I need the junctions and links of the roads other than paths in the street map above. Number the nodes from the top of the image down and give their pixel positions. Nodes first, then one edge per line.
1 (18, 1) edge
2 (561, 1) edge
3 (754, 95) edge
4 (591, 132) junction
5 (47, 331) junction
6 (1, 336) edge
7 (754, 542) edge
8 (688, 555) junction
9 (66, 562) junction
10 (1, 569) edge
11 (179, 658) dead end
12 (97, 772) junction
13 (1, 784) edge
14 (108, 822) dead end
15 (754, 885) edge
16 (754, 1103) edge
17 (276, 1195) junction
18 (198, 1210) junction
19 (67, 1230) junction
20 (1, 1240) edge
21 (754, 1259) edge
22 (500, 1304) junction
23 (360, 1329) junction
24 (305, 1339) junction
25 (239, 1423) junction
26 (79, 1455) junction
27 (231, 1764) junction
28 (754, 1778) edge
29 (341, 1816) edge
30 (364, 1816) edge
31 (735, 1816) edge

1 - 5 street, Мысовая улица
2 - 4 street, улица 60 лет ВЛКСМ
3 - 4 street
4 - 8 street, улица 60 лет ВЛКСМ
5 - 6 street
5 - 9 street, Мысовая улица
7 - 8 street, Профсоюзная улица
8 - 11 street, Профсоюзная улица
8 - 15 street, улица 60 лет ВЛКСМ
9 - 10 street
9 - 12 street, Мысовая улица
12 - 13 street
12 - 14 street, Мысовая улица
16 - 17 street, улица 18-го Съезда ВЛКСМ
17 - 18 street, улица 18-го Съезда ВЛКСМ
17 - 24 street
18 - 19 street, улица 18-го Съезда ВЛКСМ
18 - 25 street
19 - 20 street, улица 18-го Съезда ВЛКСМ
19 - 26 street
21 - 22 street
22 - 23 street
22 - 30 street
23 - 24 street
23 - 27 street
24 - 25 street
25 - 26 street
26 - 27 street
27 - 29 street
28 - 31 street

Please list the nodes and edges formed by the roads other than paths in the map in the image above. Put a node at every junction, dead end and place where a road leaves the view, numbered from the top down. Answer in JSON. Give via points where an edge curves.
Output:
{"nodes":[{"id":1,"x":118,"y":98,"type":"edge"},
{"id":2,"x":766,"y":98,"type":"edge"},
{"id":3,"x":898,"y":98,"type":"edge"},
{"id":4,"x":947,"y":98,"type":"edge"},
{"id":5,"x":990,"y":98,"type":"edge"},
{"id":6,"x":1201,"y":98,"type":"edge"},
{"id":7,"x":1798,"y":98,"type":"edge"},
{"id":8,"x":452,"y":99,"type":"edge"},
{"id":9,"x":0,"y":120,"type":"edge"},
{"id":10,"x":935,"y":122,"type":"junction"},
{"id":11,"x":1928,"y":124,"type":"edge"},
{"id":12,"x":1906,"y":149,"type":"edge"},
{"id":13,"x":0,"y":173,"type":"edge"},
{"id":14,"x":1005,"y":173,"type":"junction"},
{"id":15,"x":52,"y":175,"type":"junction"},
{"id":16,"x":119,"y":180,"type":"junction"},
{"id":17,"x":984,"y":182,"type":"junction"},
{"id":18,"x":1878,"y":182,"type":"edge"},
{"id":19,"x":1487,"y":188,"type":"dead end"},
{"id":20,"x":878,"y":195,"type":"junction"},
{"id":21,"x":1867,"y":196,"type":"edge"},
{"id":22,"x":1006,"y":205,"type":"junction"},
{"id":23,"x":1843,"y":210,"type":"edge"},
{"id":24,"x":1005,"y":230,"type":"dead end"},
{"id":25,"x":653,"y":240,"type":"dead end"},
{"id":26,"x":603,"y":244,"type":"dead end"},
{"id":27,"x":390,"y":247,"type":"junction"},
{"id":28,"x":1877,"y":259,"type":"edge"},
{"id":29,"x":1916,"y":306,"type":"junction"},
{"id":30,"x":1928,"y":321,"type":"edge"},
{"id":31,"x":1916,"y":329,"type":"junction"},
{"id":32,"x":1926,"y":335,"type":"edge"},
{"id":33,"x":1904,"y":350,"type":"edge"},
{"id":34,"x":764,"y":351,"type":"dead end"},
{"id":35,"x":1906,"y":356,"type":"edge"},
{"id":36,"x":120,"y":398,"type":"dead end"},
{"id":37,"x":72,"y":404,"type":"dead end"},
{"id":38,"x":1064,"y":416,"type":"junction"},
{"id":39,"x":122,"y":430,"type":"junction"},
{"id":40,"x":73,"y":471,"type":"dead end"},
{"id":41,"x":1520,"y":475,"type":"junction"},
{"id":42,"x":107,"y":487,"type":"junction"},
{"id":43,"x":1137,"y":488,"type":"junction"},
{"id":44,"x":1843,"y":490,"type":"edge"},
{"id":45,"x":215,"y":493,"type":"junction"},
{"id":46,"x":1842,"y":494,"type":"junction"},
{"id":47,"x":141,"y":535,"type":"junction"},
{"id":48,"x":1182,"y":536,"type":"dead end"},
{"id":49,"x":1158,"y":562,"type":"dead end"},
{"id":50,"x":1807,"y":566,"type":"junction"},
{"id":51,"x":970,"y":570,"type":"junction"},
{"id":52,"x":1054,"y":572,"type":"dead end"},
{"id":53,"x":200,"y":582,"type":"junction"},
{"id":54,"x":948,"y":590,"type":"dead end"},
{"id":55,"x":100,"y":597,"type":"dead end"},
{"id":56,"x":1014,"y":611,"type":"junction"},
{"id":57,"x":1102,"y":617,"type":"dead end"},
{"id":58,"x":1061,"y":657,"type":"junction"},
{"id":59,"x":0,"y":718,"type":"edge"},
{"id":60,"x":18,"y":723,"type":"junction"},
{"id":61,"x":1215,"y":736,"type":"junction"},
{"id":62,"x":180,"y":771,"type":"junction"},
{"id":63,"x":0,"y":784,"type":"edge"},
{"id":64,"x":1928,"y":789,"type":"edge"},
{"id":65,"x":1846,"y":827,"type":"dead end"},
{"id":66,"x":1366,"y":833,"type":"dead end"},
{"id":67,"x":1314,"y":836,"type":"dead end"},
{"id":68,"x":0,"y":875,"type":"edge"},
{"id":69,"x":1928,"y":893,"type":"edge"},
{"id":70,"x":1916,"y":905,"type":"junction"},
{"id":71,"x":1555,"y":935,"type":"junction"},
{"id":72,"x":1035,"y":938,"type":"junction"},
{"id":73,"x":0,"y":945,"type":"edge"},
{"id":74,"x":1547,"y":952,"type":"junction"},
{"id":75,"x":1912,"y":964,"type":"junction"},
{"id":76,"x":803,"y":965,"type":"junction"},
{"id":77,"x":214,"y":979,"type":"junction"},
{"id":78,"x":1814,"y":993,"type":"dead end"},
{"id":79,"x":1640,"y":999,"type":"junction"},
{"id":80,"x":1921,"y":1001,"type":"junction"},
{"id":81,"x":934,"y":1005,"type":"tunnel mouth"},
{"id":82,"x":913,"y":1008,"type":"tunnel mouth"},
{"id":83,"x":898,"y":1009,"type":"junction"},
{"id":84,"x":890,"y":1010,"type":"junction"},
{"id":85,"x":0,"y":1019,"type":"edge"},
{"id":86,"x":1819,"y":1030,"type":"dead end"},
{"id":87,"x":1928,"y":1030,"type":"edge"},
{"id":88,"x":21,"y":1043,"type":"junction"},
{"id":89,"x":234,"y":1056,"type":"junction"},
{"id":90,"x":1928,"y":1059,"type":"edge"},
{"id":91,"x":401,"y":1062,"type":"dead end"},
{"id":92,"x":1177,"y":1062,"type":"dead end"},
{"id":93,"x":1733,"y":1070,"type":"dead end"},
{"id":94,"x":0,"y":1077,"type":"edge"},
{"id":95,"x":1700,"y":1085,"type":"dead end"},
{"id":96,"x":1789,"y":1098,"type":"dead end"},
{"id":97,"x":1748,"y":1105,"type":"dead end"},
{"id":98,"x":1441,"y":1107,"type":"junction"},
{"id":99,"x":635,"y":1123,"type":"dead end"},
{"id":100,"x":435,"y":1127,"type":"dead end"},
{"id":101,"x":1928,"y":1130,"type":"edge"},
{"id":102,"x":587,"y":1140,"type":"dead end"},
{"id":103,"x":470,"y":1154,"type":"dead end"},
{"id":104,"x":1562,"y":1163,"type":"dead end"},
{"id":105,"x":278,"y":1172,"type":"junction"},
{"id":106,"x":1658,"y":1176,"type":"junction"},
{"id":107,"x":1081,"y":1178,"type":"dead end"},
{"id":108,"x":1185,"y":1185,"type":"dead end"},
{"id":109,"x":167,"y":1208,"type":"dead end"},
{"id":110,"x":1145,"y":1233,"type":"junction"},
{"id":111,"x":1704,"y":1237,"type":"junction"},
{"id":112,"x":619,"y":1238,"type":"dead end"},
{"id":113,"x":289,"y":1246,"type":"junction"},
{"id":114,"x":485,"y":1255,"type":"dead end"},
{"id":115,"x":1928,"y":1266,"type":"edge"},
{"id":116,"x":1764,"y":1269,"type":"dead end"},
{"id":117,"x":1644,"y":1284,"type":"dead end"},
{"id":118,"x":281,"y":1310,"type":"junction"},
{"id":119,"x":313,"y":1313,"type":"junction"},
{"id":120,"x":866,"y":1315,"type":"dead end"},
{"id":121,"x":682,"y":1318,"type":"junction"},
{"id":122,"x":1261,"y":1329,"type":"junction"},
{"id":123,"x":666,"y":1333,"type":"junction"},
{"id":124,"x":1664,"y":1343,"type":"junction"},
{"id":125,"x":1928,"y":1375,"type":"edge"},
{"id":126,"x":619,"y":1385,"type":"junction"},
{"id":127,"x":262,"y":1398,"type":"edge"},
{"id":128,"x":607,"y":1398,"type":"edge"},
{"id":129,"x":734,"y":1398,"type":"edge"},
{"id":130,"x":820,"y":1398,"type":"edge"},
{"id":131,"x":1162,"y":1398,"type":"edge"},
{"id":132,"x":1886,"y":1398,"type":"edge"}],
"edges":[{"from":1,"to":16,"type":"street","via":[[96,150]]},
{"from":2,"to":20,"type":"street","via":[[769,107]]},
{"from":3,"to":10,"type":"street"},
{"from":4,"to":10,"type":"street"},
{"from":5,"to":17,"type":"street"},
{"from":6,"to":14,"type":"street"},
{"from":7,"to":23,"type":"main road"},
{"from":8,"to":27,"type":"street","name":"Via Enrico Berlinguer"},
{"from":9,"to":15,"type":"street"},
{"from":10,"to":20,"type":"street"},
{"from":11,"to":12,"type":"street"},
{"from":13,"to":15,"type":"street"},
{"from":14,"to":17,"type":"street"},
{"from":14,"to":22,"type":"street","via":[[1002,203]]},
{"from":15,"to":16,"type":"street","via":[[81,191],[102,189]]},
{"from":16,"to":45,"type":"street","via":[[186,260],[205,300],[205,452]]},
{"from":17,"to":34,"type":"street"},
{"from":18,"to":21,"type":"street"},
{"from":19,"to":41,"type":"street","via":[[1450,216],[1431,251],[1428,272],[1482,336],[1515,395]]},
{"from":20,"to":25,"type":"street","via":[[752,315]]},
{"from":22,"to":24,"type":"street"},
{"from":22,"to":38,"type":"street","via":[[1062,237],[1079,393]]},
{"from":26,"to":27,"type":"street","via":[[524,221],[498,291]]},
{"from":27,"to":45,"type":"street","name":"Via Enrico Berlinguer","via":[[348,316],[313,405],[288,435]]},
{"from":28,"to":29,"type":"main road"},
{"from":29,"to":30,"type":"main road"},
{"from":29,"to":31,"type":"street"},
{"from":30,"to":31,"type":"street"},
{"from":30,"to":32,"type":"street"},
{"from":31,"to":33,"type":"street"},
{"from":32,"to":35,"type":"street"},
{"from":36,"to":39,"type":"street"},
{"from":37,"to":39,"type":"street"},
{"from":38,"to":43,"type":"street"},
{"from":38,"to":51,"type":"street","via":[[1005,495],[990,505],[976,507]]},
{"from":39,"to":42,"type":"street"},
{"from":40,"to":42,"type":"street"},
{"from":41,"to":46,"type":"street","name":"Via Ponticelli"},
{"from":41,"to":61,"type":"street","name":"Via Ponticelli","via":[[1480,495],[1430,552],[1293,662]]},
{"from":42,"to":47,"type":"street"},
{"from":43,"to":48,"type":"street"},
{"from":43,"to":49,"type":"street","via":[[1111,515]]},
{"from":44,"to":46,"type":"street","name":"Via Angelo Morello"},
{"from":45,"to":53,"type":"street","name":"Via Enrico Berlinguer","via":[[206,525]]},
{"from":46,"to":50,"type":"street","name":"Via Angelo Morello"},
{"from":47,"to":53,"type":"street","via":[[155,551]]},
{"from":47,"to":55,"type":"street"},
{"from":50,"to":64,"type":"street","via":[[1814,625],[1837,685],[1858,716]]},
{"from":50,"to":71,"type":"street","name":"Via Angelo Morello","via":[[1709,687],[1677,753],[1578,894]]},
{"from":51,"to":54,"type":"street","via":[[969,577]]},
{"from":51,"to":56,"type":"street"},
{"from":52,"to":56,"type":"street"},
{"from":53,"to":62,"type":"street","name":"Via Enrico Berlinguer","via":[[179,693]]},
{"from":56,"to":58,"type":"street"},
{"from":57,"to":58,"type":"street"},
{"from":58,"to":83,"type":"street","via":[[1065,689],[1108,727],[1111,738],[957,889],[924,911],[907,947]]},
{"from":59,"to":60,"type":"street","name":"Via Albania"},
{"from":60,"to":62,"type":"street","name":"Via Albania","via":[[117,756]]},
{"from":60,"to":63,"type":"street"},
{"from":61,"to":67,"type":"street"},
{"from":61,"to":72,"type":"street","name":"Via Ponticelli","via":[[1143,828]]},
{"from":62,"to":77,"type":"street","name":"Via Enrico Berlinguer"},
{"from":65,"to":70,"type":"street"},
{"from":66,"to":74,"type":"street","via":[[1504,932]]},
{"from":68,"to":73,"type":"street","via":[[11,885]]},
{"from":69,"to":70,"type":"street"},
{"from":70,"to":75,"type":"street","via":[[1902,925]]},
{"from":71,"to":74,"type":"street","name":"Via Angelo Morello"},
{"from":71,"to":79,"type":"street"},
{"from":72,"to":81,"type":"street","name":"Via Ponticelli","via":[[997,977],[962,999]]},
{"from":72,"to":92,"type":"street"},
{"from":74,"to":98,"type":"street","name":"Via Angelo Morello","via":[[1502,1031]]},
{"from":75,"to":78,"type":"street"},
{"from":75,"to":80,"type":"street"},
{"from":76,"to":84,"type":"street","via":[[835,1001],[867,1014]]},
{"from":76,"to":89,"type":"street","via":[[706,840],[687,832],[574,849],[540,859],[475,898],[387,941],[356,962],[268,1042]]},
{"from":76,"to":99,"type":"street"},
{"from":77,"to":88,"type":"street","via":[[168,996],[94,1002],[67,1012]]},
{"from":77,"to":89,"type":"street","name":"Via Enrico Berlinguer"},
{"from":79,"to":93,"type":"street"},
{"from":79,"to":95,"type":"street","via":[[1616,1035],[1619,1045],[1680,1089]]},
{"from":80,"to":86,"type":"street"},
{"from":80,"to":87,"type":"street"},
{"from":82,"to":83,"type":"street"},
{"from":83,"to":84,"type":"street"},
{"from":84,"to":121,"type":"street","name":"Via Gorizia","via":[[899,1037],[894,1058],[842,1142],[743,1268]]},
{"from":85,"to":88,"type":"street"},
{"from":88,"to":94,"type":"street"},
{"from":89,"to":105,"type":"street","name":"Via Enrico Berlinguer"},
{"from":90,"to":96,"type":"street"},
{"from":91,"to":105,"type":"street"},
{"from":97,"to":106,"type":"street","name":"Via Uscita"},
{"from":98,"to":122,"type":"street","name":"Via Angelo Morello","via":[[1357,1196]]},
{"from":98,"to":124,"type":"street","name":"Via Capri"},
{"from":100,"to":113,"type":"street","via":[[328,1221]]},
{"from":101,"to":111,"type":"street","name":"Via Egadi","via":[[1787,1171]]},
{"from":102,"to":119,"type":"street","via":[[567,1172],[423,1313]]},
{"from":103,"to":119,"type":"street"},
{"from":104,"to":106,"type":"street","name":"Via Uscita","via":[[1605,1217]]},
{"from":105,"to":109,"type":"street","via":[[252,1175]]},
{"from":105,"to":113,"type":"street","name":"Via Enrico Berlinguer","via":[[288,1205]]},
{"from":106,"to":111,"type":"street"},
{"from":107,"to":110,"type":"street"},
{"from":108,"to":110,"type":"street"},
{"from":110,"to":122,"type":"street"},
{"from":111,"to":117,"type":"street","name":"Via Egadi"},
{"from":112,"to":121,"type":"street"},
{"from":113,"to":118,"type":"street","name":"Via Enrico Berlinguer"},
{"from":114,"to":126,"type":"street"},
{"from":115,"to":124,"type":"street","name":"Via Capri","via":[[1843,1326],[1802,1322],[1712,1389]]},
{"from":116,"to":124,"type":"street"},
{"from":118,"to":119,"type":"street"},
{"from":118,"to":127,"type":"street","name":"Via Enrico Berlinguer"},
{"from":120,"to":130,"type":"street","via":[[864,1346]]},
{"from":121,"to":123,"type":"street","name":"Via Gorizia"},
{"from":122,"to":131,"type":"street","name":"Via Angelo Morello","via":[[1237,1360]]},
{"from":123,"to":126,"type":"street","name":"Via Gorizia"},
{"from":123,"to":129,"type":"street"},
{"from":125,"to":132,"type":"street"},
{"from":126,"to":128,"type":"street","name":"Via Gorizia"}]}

**Instructions to follow**:
Show, from the material above, each line that includes the string "edges".

**Task solution**:
Please list the nodes and edges formed by the roads other than paths in the map in the image above. Put a node at every junction, dead end and place where a road leaves the view, numbered from the top down. Answer in JSON. Give via points where an edge curves.
"edges":[{"from":1,"to":16,"type":"street","via":[[96,150]]},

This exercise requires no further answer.